In this study, we used immune histochemistry to observe the distribution of CRH receptor protein expression in fundus and lower segment of myometriums obtained from term labouring and non-labouring women. We investigated the direct effects of CRH and its related peptide UrocortinII on human pregnant myometrial strips by isometric tension recordings. By adding CRH-R antagonists, the possible route by which CRH exerts its effect was investigated. The capability of synthetic CRH to modulate the activity of prostaglandin F2a and oxytocin, and the tocolytic effects of L-type Ca⁺⁺-channel blocker verapamil, magnesium sulfate, progesterone and nitric oxide donor sodium nitroprusside on human uterine contractility in relation to labour are also investigated. Using immunofluorescence analysis, RT-PCR and Western-blot, we investigated the regulation of CRH on PGHS-2 in the cultured chorion trophoblast cells. Our results showed: 1) CRHR1 and CRHR2 receptor protein were distributed in the cytoplast and cytomembrane of smooth muscle cells in the fundus and lower segment of term labour or non-labour pregnant myometrium.2) CRH inhibited the myometrium contractility in TNL, but in TL the effect of CRH did not occur until reaching a high concentration. CRHR1 antagonist antalamin completely abolished the effect, but CRH-R2 antagonist astressin 2B had no effect. 3) CRH significantly increased the myometrium reaction to PGF2a, but had no effects on oxytocin induced contractility. 4) The inhibitory effect of verapamil was greater in TNL than in TL, MgSO4 showed no different effects in the two groups.5) Progesterone showed an immediate inhibitory effect on strips both in TNL and TL in a dose-dependent manner.
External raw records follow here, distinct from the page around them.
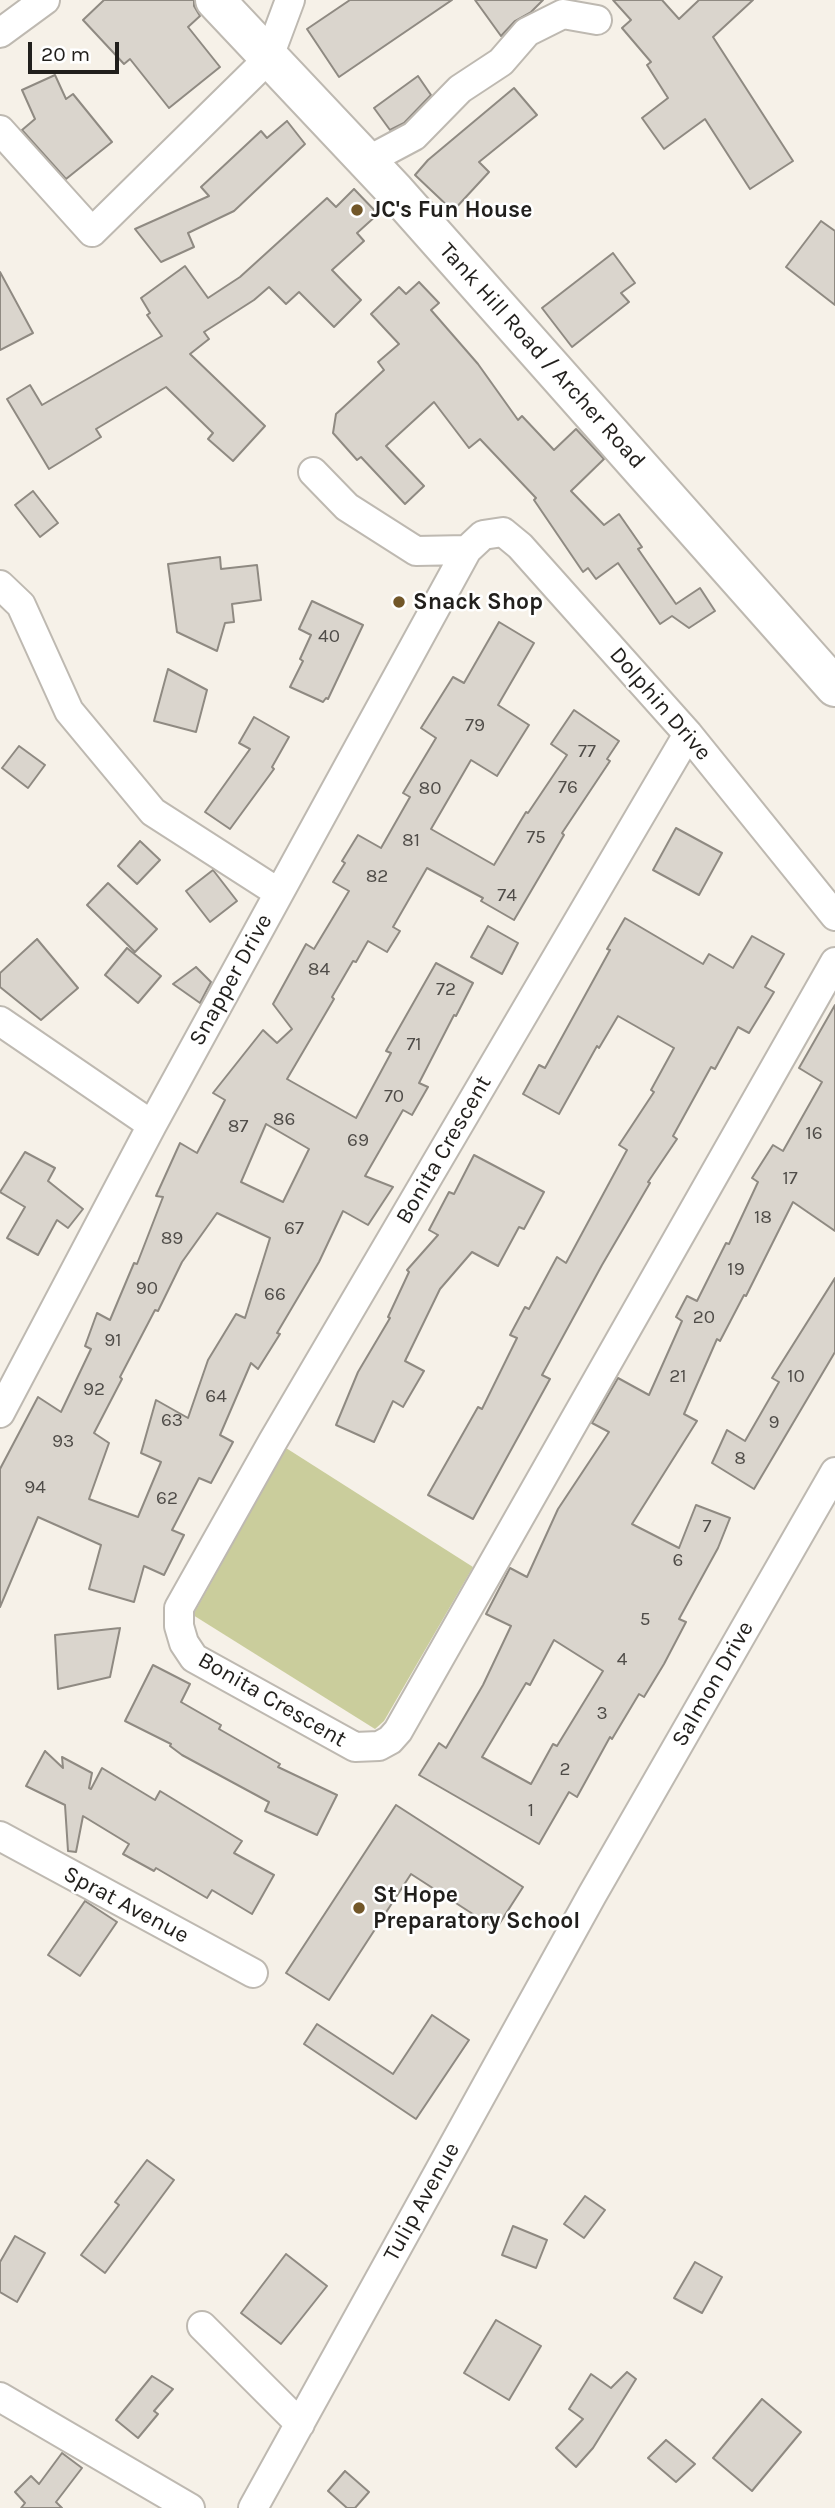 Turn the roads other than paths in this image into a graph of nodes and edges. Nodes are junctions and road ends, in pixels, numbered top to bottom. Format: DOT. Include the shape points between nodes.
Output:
graph roads {
  1 [pos="46,0"];
  2 [pos="215,0"];
  3 [pos="290,0"];
  4 [pos="597,20"];
  5 [pos="0,33"];
  6 [pos="268,59"];
  7 [pos="0,130"];
  8 [pos="367,161"];
  9 [pos="313,472"];
  10 [pos="467,550"];
  11 [pos="0,586"];
  12 [pos="835,687"];
  13 [pos="688,734"];
  14 [pos="279,893"];
  15 [pos="835,916"];
  16 [pos="835,962"];
  17 [pos="0,1021"];
  18 [pos="152,1125"];
  19 [pos="0,1413"];
  20 [pos="835,1472"];
  21 [pos="0,1836"];
  22 [pos="592,1895"];
  23 [pos="253,1973"];
  24 [pos="202,2326"];
  25 [pos="0,2397"];
  26 [pos="300,2424"];
  27 [pos="190,2508"];
  28 [pos="253,2508"];
  1 -- 5 [label="street"];
  2 -- 6 [label="street, Tank Hill Road / Archer Road"];
  3 -- 6 [label="street"];
  4 -- 8 [label="street" via="563,14 527,32 501,62 460,89 414,136"];
  6 -- 7 [label="street" via="92,232"];
  6 -- 8 [label="street, Tank Hill Road / Archer Road"];
  8 -- 12 [label="street, Tank Hill Road / Archer Road"];
  9 -- 10 [label="street" via="347,507 416,551"];
  10 -- 13 [label="street, Dolphin Drive" via="484,535 503,532 520,546"];
  10 -- 14 [label="street, Snapper Drive"];
  11 -- 14 [label="street" via="21,605 69,711 153,812"];
  13 -- 15 [label="street, Dolphin Drive"];
  13 -- 16 [label="street, Bonita Crescent" via="179,1608 184,1643 194,1658 355,1747 379,1746 390,1740"];
  14 -- 18 [label="street, Snapper Drive"];
  17 -- 18 [label="street"];
  18 -- 19 [label="street, Snapper Drive"];
  20 -- 22 [label="street, Salmon Drive"];
  21 -- 23 [label="street, Sprat Avenue"];
  22 -- 26 [label="street, Tulip Avenue"];
  24 -- 26 [label="street"];
  25 -- 27 [label="street"];
  26 -- 28 [label="street, Tulip Avenue"];
} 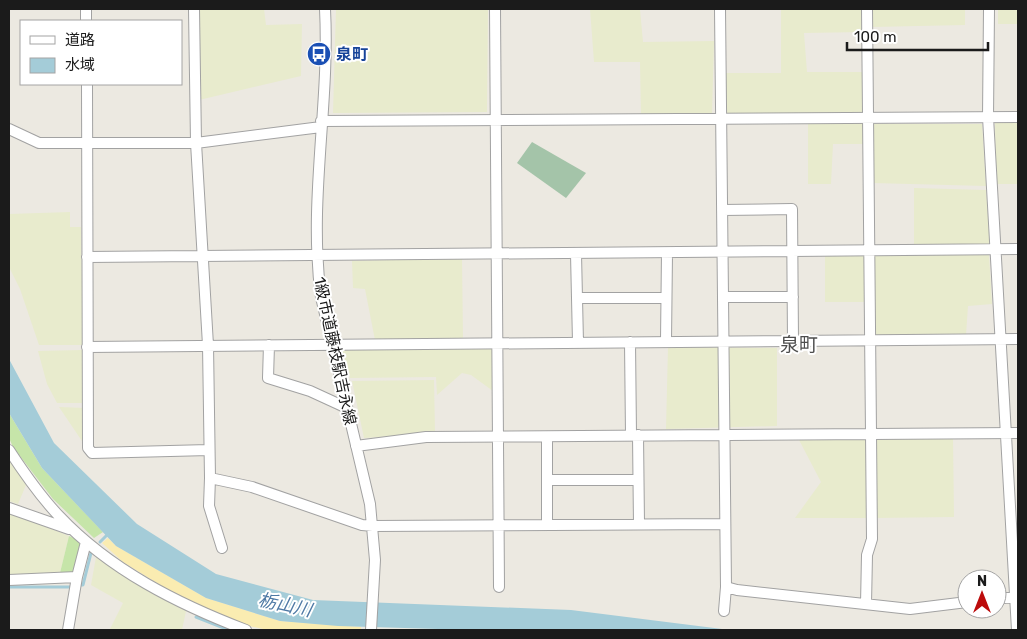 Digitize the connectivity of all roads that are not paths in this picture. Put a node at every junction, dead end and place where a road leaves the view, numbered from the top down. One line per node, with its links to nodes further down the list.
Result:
1 (194, 9): 16 (street)
2 (325, 9): 13 (street, 1級市道藤枝駅吉永線)
3 (495, 9): 11 (street)
4 (720, 9): 12 (street)
5 (867, 9): 10 (street)
6 (989, 9): 8 (street)
7 (87, 85): 15 (street)
8 (988, 117): 9 (street); 10 (street); 18 (street)
9 (1018, 117)
10 (867, 118): 12 (street); 20 (street)
11 (495, 120): 12 (street); 13 (street); 25 (street)
12 (720, 120): 17 (street)
13 (321, 124): 16 (street); 24 (street, 1級市道藤枝駅吉永線)
14 (9, 129): 15 (street)
15 (87, 143): 16 (street); 27 (street)
16 (196, 143): 28 (street)
17 (722, 210): 21 (street); 22 (street)
18 (995, 249): 19 (street); 20 (street); 33 (street)
19 (1018, 249)
20 (869, 251): 22 (street); 38 (street)
21 (723, 252): 22 (street); 23 (street); 29 (street)
22 (792, 252): 30 (street)
23 (667, 253): 26 (street); 32 (street)
24 (316, 254): 25 (street); 28 (street); 42 (street, 1級市道藤枝駅吉永線)
25 (496, 254): 26 (street); 41 (street)
26 (576, 254): 31 (street)
27 (87, 257): 28 (street); 45 (street)
28 (203, 257): 43 (street)
29 (723, 297): 30 (street); 36 (street)
30 (792, 297): 37 (street)
31 (577, 298): 32 (street); 39 (street)
32 (666, 298): 35 (street)
33 (1000, 339): 34 (street); 38 (street); 48 (street)
34 (1018, 339)
35 (666, 341): 36 (street); 40 (street)
36 (723, 341): 37 (street); 50 (street)
37 (793, 341): 38 (street)
38 (870, 341): 47 (street)
39 (578, 342): 40 (street); 41 (street)
40 (630, 342): 51 (street)
41 (498, 343): 42 (street); 53 (street)
42 (332, 344): 44 (street); 46 (street, 1級市道藤枝駅吉永線)
43 (208, 345): 44 (street); 45 (street); 56 (street)
44 (269, 345): 46 (street)
45 (87, 347): 56 (street)
46 (347, 408): 54 (street, 1級市道藤枝駅吉永線)
47 (871, 433): 48 (street); 50 (street); 75 (street)
48 (1004, 433): 49 (street); 73 (street)
49 (1018, 433)
50 (723, 434): 51 (street); 62 (street)
51 (635, 435): 52 (street); 59 (street)
52 (547, 437): 53 (street); 58 (street)
53 (499, 438): 54 (street); 63 (street)
54 (356, 446): 65 (street, 1級市道藤枝駅吉永線)
55 (9, 450): 66 (street)
56 (209, 450): 57 (street)
57 (210, 478): 65 (street); 68 (street)
58 (547, 480): 59 (street); 64 (street)
59 (638, 480): 61 (street)
60 (9, 508): 66 (street)
61 (639, 524): 62 (street); 64 (street)
62 (724, 524): 71 (street)
63 (499, 525): 64 (street); 65 (street); 72 (street)
64 (547, 525)
65 (373, 526): 79 (street, 1級市道藤枝駅吉永線)
66 (74, 530): 67 (street)
67 (86, 542): 69 (street); 78 (street)
68 (222, 548)
69 (77, 577): 70 (street); 77 (street)
70 (9, 580)
71 (726, 587): 75 (street); 76 (street)
72 (498, 588)
73 (1016, 596): 80 (street)
74 (957, 603): 75 (street)
75 (866, 604)
76 (724, 611)
77 (68, 630)
78 (246, 630)
79 (371, 630)
80 (1017, 630)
The progesterone antagonist RU486 completely abolished the effect of progesterone.6) SNP showed a relative weak inhibitory effect both in TL and TNL groups.7) CRHR1 and CRHR2 receptor protein were positive in the cytoplasma and cell membrane of chorion trophoblast cells. CRH antagonistα-helical CRH 9-41 increased the transcript and protein levels of PGHS-2 in cultured chorion trophoblast cells. Exogenous CRH decreased the expression of mRNA and protein of PGHS-2 in a dose dependent manner.